_What the task asks_: The reply has to be a number alone, equal to how many lines in the entries below hold the string "lists".

<<<<

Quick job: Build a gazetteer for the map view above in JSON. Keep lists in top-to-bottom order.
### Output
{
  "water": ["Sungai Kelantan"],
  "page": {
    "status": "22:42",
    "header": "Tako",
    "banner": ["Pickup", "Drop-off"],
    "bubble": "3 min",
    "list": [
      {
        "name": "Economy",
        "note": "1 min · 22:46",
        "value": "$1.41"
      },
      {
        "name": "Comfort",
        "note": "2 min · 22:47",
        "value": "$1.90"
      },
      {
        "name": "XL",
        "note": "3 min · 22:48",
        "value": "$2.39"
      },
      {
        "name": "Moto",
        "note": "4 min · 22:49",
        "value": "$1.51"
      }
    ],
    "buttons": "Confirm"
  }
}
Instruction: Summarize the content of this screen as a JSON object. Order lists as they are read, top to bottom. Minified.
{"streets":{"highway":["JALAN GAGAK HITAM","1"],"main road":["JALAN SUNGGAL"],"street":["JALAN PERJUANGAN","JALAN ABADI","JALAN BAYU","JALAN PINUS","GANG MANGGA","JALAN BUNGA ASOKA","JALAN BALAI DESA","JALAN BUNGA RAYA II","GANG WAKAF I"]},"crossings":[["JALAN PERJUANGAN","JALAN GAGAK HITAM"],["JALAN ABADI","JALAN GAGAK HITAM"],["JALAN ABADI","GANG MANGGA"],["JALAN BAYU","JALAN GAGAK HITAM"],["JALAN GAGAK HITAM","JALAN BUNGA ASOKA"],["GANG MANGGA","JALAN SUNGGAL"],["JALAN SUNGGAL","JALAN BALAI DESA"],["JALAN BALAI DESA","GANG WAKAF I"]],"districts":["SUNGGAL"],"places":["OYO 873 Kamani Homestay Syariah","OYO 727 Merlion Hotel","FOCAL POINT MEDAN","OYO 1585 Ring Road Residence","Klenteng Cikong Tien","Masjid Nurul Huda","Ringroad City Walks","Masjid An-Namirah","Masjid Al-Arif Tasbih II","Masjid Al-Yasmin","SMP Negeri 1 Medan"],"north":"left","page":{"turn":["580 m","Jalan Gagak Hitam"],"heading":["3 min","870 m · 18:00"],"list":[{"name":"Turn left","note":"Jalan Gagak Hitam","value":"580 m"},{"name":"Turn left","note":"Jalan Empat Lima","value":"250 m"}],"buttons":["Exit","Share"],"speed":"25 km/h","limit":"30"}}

>>>>

_Reply_: 2